His eclectic work history seems to come from an insatiable need to stay interested as well as a talent for entertaining others. Even as we talk he leaps from impression to impression, his elastic features constantly shifting and his soft Scottish accent undulating wildly with excitement and passionate impressions.

It’s hard to imagine this exuberant clown ever doing anything other than perform, let alone work in City Insurance but sure enough this is where McCoy started out “I hated it…then the 60s arrived and people dropped out and I fell out! I got in the Roundhouse and sold the tickets because I was hippy who could count.” But not for McCoy the life of reconciliation and spreadsheets, and his ‘looning about’ with ticket collector and actor Brian Murphy soon propelled him in front of Ken Campbell who thought him perfect for his ‘mad’ Roadshow. McCoy was its stunt man, extortionist, fire breather and comic.
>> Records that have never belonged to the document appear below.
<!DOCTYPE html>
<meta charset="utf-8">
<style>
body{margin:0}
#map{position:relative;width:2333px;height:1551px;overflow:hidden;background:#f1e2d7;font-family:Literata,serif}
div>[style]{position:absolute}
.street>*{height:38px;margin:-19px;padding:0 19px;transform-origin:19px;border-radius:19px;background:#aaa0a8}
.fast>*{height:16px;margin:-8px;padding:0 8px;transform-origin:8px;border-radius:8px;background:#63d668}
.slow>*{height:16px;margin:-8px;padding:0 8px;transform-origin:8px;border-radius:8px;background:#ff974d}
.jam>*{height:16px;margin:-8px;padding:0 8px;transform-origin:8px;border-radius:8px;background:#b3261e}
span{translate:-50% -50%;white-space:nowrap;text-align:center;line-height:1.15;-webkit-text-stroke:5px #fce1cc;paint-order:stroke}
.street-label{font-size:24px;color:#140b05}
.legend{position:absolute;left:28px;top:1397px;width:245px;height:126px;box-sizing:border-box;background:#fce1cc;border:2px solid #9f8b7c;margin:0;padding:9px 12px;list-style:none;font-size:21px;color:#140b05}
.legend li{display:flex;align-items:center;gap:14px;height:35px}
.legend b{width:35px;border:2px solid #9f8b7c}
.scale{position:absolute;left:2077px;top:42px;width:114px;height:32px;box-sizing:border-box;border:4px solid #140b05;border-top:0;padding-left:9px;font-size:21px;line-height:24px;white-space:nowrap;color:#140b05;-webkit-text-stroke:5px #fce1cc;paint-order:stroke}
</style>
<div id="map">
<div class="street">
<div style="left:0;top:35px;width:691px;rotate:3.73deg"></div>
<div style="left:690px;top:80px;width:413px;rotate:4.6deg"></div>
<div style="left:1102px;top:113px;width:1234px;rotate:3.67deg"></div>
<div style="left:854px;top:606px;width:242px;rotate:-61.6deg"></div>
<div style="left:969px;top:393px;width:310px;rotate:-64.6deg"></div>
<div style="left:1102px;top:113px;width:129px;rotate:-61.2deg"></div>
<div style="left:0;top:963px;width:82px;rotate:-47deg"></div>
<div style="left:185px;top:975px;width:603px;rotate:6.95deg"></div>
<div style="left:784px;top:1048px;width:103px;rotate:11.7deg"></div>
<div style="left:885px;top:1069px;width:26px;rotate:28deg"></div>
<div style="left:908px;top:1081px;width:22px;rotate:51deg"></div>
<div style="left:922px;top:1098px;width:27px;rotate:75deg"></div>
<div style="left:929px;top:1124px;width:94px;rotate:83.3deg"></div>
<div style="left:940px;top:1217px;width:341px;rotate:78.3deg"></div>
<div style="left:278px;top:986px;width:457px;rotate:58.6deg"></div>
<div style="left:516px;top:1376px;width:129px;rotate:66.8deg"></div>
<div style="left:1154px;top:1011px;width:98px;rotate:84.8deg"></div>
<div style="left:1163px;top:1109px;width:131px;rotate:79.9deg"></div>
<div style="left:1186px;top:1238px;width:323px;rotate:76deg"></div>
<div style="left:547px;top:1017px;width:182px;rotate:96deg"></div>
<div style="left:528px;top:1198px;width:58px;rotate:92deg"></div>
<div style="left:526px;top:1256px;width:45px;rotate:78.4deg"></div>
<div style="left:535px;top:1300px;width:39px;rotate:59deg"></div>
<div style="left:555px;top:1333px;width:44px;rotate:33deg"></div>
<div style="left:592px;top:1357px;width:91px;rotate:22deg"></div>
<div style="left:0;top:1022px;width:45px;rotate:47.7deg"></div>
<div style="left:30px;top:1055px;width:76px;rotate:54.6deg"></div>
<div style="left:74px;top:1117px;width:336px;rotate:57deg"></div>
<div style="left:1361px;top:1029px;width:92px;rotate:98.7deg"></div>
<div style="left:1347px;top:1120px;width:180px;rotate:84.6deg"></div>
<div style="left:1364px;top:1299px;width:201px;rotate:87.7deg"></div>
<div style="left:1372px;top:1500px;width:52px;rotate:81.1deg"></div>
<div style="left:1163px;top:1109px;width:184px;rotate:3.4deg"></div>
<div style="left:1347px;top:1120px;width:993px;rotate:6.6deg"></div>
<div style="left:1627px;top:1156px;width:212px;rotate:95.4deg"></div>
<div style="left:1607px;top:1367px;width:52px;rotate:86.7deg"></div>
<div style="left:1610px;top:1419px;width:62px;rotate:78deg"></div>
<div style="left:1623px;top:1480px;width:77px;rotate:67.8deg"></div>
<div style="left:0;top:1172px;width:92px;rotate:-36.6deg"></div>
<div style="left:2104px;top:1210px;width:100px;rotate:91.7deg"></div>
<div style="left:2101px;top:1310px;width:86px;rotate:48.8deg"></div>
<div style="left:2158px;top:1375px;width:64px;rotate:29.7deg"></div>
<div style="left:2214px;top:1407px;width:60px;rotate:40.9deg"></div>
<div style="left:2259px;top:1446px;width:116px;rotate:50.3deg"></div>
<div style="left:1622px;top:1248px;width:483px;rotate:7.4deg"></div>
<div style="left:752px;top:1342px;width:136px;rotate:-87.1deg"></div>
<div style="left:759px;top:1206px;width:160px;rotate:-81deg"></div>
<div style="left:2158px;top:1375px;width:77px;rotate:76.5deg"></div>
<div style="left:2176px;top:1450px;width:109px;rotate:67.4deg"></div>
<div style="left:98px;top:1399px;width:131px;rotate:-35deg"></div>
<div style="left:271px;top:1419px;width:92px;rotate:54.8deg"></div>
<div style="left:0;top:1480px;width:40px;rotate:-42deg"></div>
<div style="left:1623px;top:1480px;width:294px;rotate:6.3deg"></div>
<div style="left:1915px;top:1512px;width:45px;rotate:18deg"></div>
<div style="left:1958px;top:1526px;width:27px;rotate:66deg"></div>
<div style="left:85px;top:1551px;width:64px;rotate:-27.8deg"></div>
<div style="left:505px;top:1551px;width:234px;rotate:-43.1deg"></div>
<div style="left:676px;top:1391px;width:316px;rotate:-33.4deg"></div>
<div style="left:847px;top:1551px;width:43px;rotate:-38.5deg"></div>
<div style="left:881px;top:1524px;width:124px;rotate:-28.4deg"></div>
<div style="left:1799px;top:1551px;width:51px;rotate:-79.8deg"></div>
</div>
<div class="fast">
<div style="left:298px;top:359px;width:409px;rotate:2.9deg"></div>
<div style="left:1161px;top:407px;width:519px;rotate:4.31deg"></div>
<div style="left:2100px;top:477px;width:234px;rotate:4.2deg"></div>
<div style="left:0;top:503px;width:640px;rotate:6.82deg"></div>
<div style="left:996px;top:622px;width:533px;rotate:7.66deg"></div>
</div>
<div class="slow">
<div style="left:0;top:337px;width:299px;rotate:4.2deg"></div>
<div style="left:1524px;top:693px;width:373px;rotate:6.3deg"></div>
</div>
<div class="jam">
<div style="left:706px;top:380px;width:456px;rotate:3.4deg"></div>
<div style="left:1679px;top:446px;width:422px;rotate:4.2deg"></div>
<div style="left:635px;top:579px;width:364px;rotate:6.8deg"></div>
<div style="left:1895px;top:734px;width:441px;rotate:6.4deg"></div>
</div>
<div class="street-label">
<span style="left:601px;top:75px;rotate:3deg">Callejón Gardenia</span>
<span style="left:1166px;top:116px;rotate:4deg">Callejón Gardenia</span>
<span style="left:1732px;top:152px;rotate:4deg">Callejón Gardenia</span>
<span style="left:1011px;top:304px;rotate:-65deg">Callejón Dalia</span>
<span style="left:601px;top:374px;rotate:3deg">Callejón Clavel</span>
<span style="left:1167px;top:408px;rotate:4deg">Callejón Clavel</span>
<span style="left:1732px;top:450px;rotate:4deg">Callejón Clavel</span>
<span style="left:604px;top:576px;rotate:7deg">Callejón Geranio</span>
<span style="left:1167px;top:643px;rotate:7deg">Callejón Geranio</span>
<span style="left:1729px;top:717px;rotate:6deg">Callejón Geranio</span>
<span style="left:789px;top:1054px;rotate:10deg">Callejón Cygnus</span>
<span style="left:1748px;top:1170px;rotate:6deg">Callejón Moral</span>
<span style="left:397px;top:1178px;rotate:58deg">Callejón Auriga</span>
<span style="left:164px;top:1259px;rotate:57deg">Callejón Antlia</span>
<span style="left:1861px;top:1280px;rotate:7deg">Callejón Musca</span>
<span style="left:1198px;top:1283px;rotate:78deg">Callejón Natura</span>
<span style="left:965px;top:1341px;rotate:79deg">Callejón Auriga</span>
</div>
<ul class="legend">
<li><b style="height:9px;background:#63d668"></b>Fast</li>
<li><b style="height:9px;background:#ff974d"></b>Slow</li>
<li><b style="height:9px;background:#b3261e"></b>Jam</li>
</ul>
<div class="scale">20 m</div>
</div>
Citing Buster Keaton and Charlie Chaplin as influences such a physical comedian may seem a surprising choice to play the refined satire of Evelyn Waugh, but McCoy is relishing working on the text of a writer he adores “I love Evelyn Waugh…he’s rightwing and all that…but in the end there’s such humour it’s just a joy…Stephen Fry must have read him backwards and forwards, Peter Cook certainly did.”

But does he find Waugh’s crisp cutting language constricting? “It is very structured but it’s interesting doing it as performance because it’s a literary piece of work that’s meant to be read…it’s a real challenge…but Henry, who’s adapted it, has done a very good job and the cast are terrific.”
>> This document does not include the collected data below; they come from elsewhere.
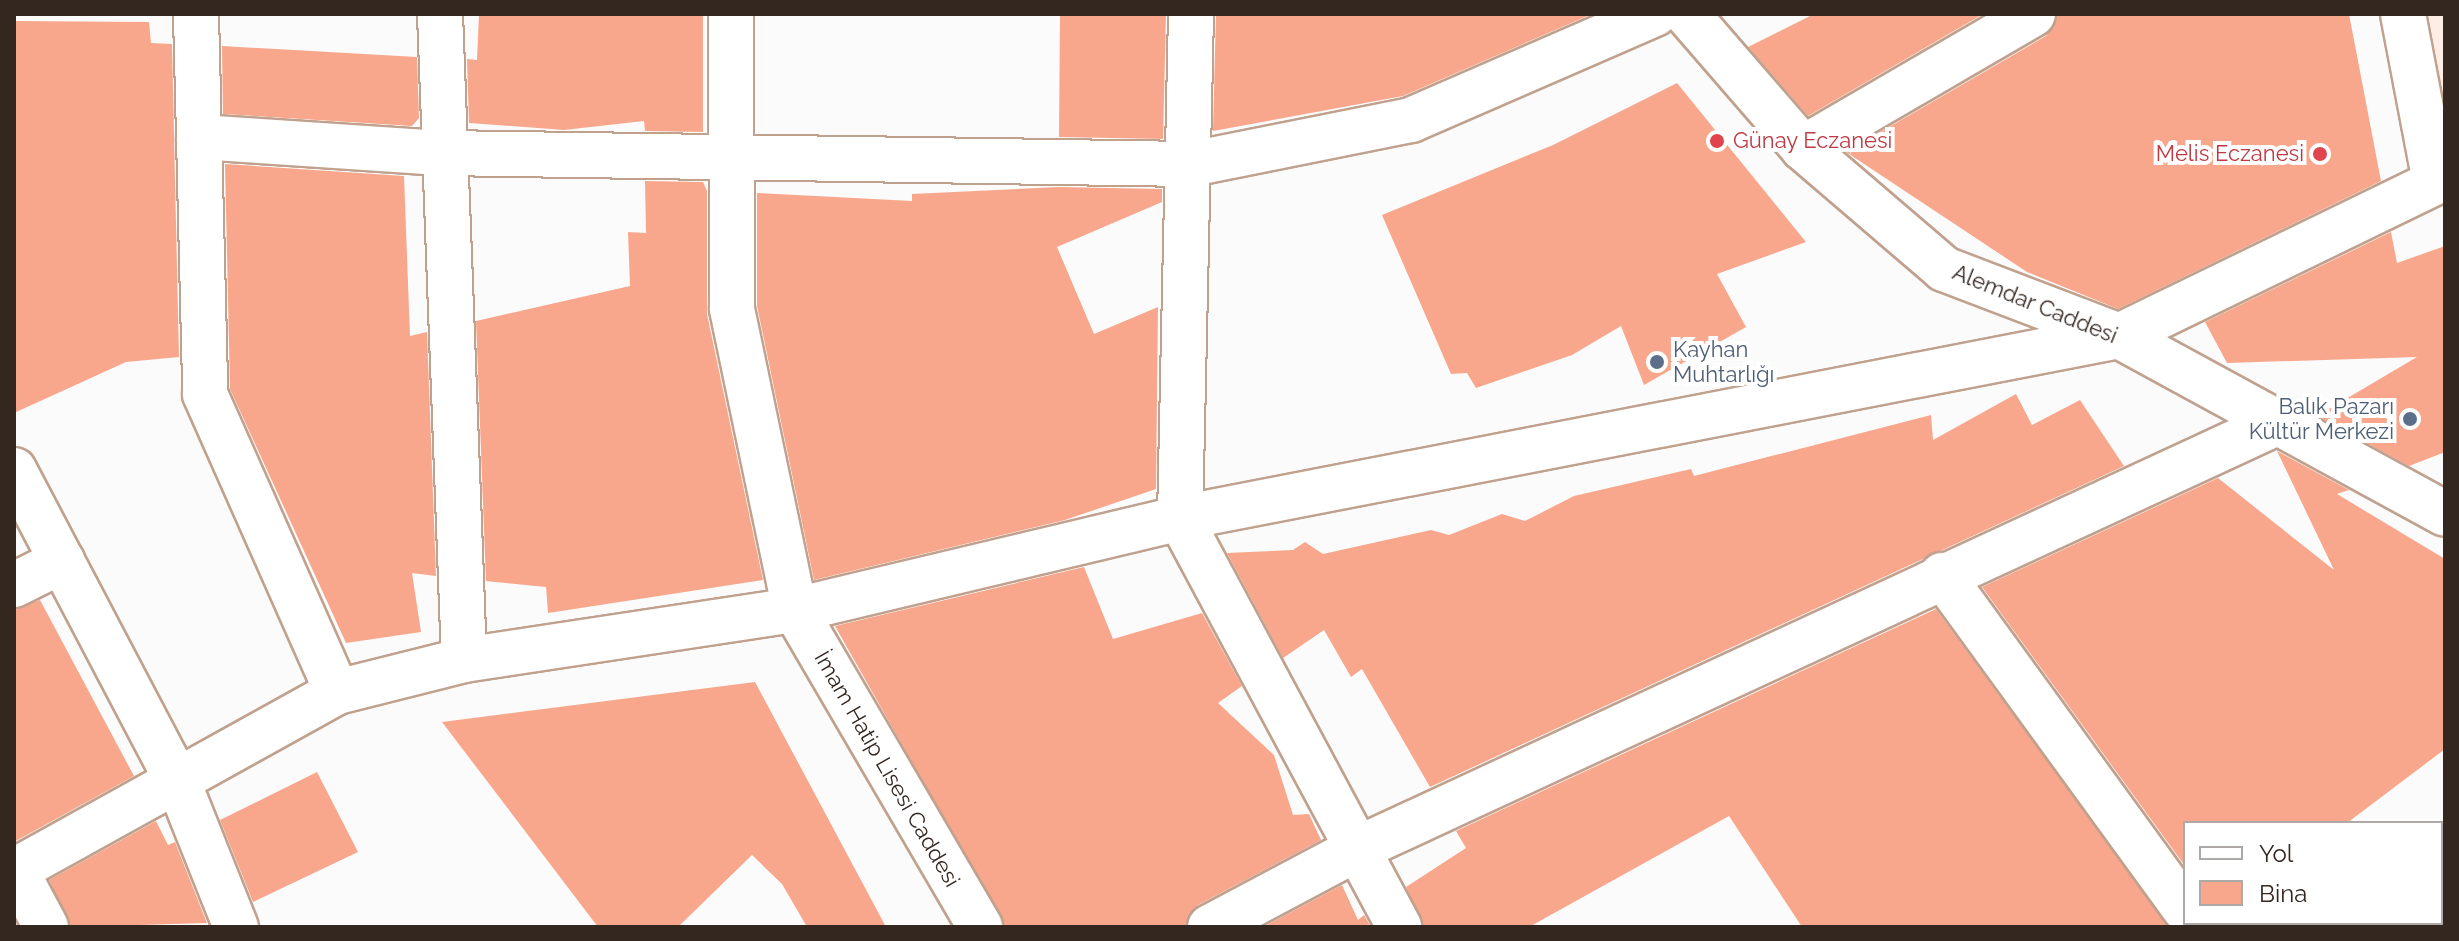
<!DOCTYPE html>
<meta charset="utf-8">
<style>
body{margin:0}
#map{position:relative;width:2459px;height:941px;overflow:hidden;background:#fbfbfb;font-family:Raleway,sans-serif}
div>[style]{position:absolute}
.built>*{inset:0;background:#feede4}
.building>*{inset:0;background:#f8a78c}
.roads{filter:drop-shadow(2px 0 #c0a18e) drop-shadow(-2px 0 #c0a18e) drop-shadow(0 2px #c0a18e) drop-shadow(0 -2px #c0a18e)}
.minor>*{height:44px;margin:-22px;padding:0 22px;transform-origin:22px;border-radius:22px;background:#fff}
.dots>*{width:22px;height:22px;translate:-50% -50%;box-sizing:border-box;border:4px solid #fff;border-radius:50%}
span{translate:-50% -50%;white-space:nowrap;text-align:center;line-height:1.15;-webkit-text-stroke:8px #fff;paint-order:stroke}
.health-label{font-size:22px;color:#be3a42}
.left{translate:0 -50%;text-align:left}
.right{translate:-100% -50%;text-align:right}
.street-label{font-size:22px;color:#342720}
.service-label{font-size:22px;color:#4e5e75}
.frame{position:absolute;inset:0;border:16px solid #342720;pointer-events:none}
.legend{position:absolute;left:2183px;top:821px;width:260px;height:104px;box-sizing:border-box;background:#fff;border:2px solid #aea9a6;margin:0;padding:10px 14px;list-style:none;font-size:24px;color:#342720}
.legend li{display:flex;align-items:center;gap:16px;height:40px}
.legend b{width:40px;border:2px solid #aea9a6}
</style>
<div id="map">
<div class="built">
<i style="clip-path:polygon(2406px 14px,2445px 14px,2445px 106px,2423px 110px)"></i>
</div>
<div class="building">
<i style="clip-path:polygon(479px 14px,703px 14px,703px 132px,645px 131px,644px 121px,564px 130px,469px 123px,467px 59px,477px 60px)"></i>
<i style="clip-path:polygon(1060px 14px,1166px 14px,1163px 139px,1059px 137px)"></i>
<i style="clip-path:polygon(1216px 14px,1592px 14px,1403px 96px,1213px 131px)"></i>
<i style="clip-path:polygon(1814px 14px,1983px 14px,1808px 116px,1748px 47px)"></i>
<i style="clip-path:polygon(2058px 14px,2349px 14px,2381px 181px,2118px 309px,2027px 272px,1846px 152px,2046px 36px)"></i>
<i style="clip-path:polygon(14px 21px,149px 22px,151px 43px,172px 44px,179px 357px,126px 362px,14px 413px)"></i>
<i style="clip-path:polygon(222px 46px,417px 57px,419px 118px,412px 126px,223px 114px)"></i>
<i style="clip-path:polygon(1677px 83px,1806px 242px,1717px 274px,1746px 327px,1644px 385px,1621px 326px,1572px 355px,1476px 388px,1467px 373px,1451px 374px,1382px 215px,1553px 145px)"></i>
<i style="clip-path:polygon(225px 164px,404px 176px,410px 336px,427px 332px,436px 576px,412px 573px,421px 632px,346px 643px,230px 389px)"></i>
<i style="clip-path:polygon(645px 181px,703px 182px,707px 191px,707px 314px,763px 580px,548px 613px,546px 587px,486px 581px,476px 321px,630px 286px,628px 232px,646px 233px)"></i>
<i style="clip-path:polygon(1058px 187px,1162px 189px,1162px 202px,1057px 247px,1094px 334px,1158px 307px,1156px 489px,1065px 520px,814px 580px,757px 306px,757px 193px,912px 201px,912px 194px)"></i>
<i style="clip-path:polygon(2391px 232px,2397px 263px,2445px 246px,2445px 452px,2409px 466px,2317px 416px,2417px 357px,2227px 363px,2205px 322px)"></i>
<i style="clip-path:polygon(2016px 394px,2032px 425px,2080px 400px,2124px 466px,1430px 787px,1362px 669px,1351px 677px,1324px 630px,1283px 658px,1227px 553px,1293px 550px,1305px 542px,1323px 554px,1431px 530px,1449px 535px,1502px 514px,1525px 521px,1574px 496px,1691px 469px,1694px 476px,1931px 415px,1933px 440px)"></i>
<i style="clip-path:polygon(2277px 451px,2349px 490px,2337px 494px,2445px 559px,2445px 749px,2347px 823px,2185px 823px,2185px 866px,1982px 587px,2218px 478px,2334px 570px)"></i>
<i style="clip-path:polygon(1084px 567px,1113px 639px,1202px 613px,1242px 686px,1218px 703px,1274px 755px,1293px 815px,1309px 814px,1321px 840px,1198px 905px,1185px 927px,1005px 927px,835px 626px)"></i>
<i style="clip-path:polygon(40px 600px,134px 776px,14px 842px,14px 610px)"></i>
<i style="clip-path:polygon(1936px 609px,2169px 927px,1802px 927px,1729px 816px,1529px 927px,1424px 927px,1406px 887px,1466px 848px,1456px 831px)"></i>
<i style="clip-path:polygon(755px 682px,886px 927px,807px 927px,782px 884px,752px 855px,678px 927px,598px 927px,442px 722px)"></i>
<i style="clip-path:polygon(317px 772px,358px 852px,253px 902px,220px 820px)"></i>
<i style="clip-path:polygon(156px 821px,168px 845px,175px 842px,207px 923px,71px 927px,49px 880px)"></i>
<i style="clip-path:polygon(1342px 885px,1358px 920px,1364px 915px,1371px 927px,1263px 927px)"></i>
</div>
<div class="roads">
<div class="minor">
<i style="left:196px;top:14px;width:380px;rotate:88.6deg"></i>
<i style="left:205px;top:394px;width:326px;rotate:66.1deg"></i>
<i style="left:440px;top:14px;width:646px;rotate:87.87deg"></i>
<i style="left:731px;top:14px;width:295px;rotate:89.8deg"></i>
<i style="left:732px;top:309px;width:308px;rotate:78.2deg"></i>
<i style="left:795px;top:610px;width:367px;rotate:59.7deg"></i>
<i style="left:1191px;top:14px;width:504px;rotate:91.25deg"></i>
<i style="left:1180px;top:518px;width:464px;rotate:61.8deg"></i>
<i style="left:1687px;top:14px;width:177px;rotate:49.1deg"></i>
<i style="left:1803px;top:148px;width:186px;rotate:40.6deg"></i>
<i style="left:1944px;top:269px;width:187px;rotate:20.9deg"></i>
<i style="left:2119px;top:336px;width:371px;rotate:28.6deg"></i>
<i style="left:2403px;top:14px;width:171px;rotate:79.2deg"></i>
<i style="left:199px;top:137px;width:243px;rotate:3.8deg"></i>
<i style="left:441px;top:153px;width:750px;rotate:0.84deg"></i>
<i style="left:1191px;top:164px;width:224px;rotate:-11.3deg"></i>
<i style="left:1411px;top:120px;width:266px;rotate:-23.5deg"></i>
<i style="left:1803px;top:148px;width:266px;rotate:-30.2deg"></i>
<i style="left:14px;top:470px;width:355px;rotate:62.3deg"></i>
<i style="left:179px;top:784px;width:154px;rotate:68.3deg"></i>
<i style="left:1942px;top:575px;width:413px;rotate:54deg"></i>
<i style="left:14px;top:585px;width:54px;rotate:-26.6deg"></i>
<i style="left:14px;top:867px;width:68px;rotate:61.9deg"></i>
<i style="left:14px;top:871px;width:369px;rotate:-29deg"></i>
<i style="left:337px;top:692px;width:131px;rotate:-14.1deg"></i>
<i style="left:464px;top:660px;width:335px;rotate:-8.6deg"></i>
<i style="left:795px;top:610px;width:396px;rotate:-13.4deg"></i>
<i style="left:1180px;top:518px;width:956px;rotate:-10.97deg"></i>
<i style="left:2119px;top:336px;width:362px;rotate:-25.9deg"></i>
<i style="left:1210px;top:927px;width:166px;rotate:-28deg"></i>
<i style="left:1357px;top:849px;width:1016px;rotate:-24.85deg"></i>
</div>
</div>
<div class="dots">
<i style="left:1717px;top:141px;background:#e0444e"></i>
<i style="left:2320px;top:154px;background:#e0444e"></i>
<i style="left:1657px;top:362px;background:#5c6f8a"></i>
<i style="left:2410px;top:419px;background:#5c6f8a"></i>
</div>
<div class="health-label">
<span class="left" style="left:1733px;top:141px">Günay Eczanesi</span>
<span class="right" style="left:2304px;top:154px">Melis Eczanesi</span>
</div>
<div class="street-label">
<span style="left:2035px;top:304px;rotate:22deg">Alemdar Caddesi</span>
<span style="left:887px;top:769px;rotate:60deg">İmam Hatip Lisesi Caddesi</span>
</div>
<div class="service-label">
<span class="left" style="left:1673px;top:362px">Kayhan<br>Muhtarlığı</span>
<span class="right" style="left:2394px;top:419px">Balık Pazarı<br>Kültür Merkezi</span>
</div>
<div class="frame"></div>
<ul class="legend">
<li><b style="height:10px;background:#fff"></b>Yol</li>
<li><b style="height:22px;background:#f8a78c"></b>Bina</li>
</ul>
</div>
In the middle of a panto/Christmas Carol filled theatrical season Decline and Fall should prove a refreshing alternative. With a vibrant multifarious lead actor and quality text it’s bound to be entertaining, but McCoy hopes it will also inspire audiences in a time when artistic promotion is of the utmost importance. “I hope the audience will come along here and think ‘Oh my god I’ve got to go out and buy that book and get in to all of his other wonderful stuff.’ I’m still haunted by his war trilogy and I read that back in the 60s!”


Decline and Fall opens at the Old Red Lion on 3 December (previews from 30 November) where it runs until 8 January 2011.